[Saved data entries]
§

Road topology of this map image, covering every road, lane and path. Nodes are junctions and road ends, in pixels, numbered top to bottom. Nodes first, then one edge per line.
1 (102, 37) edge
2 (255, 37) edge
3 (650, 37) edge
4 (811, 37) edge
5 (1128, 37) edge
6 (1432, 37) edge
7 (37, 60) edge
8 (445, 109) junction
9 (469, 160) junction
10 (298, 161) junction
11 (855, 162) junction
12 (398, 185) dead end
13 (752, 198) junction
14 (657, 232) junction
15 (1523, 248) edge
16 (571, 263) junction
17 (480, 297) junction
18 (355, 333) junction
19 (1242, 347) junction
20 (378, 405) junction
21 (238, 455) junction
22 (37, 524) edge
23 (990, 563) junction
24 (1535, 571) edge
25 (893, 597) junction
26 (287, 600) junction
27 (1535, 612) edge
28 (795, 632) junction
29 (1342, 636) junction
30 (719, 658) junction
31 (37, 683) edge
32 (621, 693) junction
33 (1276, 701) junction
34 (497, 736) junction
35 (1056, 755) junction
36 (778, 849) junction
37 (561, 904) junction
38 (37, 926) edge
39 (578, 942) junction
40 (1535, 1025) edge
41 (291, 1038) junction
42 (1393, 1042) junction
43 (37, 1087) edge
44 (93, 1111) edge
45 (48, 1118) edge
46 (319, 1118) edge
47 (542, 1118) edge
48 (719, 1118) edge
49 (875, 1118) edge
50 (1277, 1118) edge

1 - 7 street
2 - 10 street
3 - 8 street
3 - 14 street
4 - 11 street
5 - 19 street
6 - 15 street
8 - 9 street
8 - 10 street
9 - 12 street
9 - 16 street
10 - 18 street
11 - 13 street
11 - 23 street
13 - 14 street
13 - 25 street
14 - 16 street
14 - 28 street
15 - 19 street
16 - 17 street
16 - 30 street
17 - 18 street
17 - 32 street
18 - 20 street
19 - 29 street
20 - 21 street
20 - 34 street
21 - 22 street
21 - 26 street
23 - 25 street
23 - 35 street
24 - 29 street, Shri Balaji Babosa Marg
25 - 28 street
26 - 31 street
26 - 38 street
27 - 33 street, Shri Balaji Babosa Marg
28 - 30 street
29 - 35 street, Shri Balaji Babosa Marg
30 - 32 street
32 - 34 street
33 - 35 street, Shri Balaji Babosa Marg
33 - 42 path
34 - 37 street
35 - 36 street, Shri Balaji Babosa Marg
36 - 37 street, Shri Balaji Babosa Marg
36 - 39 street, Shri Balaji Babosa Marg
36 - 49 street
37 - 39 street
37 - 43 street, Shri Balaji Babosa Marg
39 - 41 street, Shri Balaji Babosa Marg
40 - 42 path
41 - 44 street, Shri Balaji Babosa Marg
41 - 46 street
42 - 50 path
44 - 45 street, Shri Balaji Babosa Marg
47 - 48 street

§

* _What is required_: Copy each line from the records above that includes the string "path".

* _Answer section_:
Road topology of this map image, covering every road, lane and path. Nodes are junctions and road ends, in pixels, numbered top to bottom. Nodes first, then one edge per line.
33 - 42 path
40 - 42 path
42 - 50 path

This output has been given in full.